There are a multitude of use-cases of implicit in Scala: under the hood, they boil down to leveraging the compiler's implicit resolution mechanism to fill in things that might not have explicitly been mentioned, but the use-cases are divergent enough that in Scala 3, each use-case (of those that survive into Scala 3...) gets encoded with a different keyword.
In the case of the execution context, implicit arguments are being used to mimic dynamic scope in a language which is normally statically scoped. The primary win from doing this is that it allows behavior further down the call stack to be decided-upon much further up the call stack without having to always explicitly pass on the behavior through the intervening layers of the stack (while providing a way for those intervening layers to cleanly force a different behavior).
Historically, a major example of this was for things like numeric precision. Many numeric operations end up being implemented through iterated refinement (e.g. when square-root was implemented in software, it might be implemented using Newton's method), which means there's a trade-off between speed of calculation and precision (suggesting accuracy). With dynamic scoping, there's a neat way to accomplish this: a global variable for the desired level of precision in mathematical results. Your numeric routine checks the value of that variable and governs itself accordingly. The difference from globals in a statically-scoped language is that when A calls B which calls C, if A sets the value of x to 1 and B sets it to 2, x will be 2 when checked in C or B, but once B returns to A, x will once again be 1 (in dynamically scoped languages, you can think of a global variable as really being a name for a stack of values, and the language implementation automatically pops the stack as appropriate).

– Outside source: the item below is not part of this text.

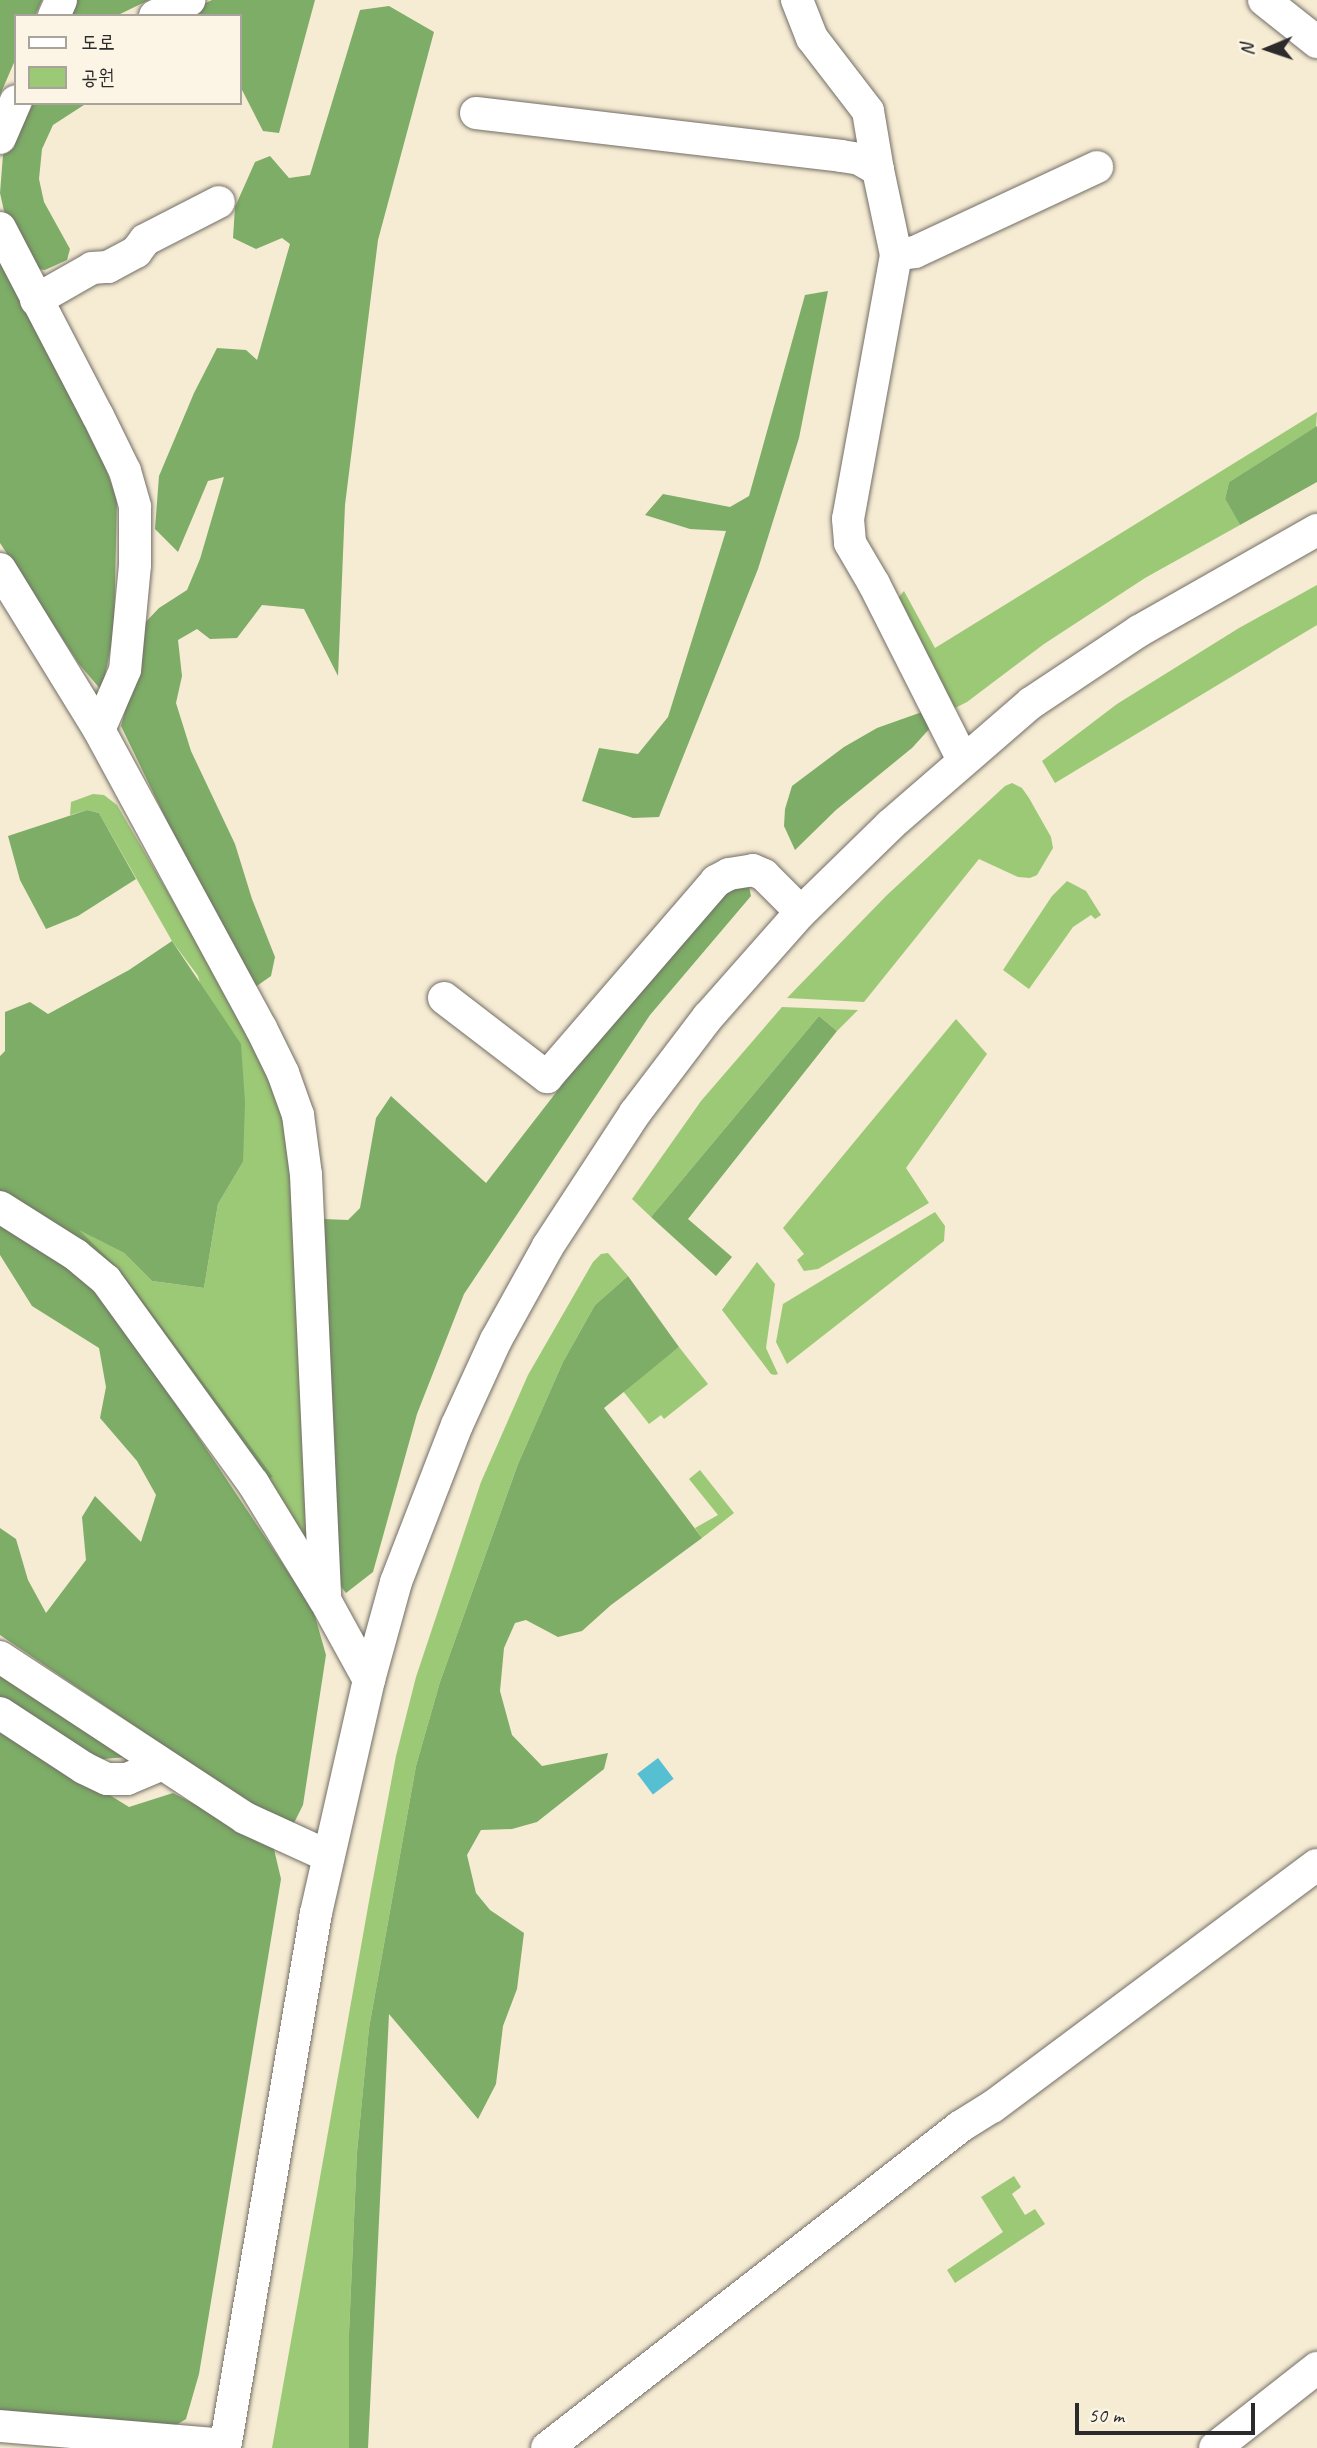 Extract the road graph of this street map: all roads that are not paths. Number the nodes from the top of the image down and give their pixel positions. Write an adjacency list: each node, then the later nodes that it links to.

Dynamic scoping was once fairly popular (especially so in Lisps before the mid/late 1970s); nowadays the only places you really see it are in Bourne shells (including bash), Emacs Lisp; while some languages (Perl and Common Lisp are probably the two main examples) are hybrids: a variable gets declared in a special way to make it dynamically or statically scoped. Static scoping has pretty clearly won: it's easier for the language implementation or the programmer to reason about.
The cost of that ease is that, in our numeric computation example, we end up with something like the following:
def newtonSqrt(x: Double, precision: Int): Double = ???
/** Calculates the length of the hypotenuse of a right triangle with legs of given lengths
*/
def hypotenuse(x: Double, y: Double, precision: Int): Double =
newtonSqrt(x*x + y*y, precision)
Thankfully, Scala supports default arguments, so we avoid having versions that use a default precision, too. Arguably, the precision is exposing an implementation detail (the fact that our calculations aren't necessarily perfectly mathematically accurate): the important thing is that the length of the hypotenuse is the square root of the sum of the squares of the legs.
In Scala, we can make the precision implicit:
// DON'T ACTUALLY PASS AN INT IMPLICITLY!!!!!!
def newtonSqrt(x: Double)(implicit precision: Int): Double = ???
def hypotenuse(x: Double, y: Double)(implicit precision: Int): Double =
newtonSqrt(x*x, y*y)
(It's actually really bad to ever pass a primitive or any type which could plausibly be used for something other than describing the behavior in question through the implicit mechanism: I'm doing it here for didactic clarity).
The compiler will effectively translate newtonSqrt(x*x + y*y) to (something very similar to) newtonSqrt(x*x + y*y, precision). Now callers to hypotenuse can decide to fix precision via an implicit val or to defer the choice to their callers by adding the implicit to their signature.
Dynamic scoping has long been controversial, so it's no surprise that even the constrained dynamic scoping this usage of implicit embeds is controversial. In Scala's case, it doesn't help that in many cases the tooling throws up its hands when it comes to helping you figure out implicits: most of the really furious compiler errors one encounters are related to missing implicits or collisions, and tracing to figure out which values are in the implicit scope at any time is not something the tooling has a history of helping people with. Thus there are many developers who have decided that explicitly threading through configuration is superior to using implicits.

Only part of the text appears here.